**Try it**:
In the records below, which lines include "Kanaans"? Copy them.

**Information supplied**:
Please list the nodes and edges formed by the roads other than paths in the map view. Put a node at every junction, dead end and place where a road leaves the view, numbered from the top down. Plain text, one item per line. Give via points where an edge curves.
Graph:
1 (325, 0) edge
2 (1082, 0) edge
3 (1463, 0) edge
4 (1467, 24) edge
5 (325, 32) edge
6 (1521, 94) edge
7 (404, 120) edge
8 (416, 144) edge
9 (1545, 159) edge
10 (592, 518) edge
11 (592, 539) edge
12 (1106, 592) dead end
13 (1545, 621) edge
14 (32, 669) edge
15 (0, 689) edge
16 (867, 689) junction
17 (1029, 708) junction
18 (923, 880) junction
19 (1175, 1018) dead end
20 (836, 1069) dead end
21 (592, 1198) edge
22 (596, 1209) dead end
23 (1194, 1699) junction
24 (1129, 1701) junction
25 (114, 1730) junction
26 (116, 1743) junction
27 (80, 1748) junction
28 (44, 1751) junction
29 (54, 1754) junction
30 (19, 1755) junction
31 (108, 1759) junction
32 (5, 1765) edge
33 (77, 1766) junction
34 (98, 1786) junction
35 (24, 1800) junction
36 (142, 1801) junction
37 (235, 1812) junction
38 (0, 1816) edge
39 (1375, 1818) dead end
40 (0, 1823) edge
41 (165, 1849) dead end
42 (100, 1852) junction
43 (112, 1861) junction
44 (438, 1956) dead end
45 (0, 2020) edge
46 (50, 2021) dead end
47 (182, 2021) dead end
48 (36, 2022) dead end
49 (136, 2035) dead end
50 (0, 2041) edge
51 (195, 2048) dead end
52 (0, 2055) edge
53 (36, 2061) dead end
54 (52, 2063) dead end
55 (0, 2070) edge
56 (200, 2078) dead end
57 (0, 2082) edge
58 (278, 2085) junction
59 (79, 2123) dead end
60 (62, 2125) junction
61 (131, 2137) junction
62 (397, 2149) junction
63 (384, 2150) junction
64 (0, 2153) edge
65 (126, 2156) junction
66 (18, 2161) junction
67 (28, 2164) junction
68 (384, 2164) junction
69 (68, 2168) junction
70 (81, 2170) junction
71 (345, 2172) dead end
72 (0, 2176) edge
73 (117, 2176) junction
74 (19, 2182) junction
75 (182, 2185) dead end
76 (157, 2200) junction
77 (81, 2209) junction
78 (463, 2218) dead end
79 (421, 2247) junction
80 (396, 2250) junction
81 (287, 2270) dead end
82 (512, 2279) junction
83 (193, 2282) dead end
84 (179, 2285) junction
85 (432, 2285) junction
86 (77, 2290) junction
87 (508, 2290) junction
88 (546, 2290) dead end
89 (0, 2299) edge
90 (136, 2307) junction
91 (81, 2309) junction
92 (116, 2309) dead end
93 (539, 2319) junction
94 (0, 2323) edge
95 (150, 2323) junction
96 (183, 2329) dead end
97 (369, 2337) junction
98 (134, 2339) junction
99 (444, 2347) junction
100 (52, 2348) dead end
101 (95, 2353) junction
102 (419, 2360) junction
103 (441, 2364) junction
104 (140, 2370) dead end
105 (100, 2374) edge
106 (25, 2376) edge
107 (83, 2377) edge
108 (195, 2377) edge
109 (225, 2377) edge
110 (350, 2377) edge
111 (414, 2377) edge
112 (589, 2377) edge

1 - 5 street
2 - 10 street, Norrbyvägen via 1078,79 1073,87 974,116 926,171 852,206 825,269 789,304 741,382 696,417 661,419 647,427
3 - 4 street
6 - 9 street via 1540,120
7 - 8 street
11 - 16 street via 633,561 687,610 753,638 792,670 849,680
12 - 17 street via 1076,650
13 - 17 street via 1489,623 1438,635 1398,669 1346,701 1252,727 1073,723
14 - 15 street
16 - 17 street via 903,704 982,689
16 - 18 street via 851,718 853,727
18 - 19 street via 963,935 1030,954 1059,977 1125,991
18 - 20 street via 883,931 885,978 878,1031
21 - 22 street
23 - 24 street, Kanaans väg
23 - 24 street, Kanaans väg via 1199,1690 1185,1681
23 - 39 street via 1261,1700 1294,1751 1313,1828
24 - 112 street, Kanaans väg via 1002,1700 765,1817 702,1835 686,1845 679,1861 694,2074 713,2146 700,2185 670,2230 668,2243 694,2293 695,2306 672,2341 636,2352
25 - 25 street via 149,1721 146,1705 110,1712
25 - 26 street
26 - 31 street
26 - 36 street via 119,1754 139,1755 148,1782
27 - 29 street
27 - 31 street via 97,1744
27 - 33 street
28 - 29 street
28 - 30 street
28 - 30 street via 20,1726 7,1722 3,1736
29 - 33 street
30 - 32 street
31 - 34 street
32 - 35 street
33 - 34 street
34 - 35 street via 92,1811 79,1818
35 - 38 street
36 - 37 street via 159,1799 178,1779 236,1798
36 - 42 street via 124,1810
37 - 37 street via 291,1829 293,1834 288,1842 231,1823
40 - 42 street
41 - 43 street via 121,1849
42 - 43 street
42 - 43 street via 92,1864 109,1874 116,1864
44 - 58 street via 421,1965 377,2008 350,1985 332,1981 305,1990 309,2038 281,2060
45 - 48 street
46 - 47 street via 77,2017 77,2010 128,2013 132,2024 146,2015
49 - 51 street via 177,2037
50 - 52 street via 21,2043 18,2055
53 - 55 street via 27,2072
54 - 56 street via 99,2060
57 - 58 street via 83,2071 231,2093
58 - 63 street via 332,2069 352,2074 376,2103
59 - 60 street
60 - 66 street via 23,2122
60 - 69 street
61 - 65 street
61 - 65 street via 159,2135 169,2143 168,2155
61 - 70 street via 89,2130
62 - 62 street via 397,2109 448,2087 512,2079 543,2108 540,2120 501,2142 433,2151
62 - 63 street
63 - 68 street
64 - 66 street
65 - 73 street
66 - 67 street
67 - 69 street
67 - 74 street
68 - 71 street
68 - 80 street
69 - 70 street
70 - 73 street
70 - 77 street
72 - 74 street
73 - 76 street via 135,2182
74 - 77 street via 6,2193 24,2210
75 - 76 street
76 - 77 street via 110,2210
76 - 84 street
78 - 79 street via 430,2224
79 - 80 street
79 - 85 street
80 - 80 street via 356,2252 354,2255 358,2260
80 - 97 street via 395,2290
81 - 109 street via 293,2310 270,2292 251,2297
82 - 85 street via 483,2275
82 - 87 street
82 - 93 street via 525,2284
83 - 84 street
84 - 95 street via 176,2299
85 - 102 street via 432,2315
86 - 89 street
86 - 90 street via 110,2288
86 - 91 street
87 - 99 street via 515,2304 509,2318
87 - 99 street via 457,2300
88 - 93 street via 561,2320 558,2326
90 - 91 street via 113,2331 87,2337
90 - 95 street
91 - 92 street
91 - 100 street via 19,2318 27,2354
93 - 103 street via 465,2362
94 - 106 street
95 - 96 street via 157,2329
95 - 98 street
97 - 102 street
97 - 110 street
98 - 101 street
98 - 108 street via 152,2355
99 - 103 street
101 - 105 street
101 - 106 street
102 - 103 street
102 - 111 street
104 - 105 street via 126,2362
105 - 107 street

**Reply to the exercise**:
23 - 24 street, Kanaans väg
23 - 24 street, Kanaans väg via 1199,1690 1185,1681
24 - 112 street, Kanaans väg via 1002,1700 765,1817 702,1835 686,1845 679,1861 694,2074 713,2146 700,2185 670,2230 668,2243 694,2293 695,2306 672,2341 636,2352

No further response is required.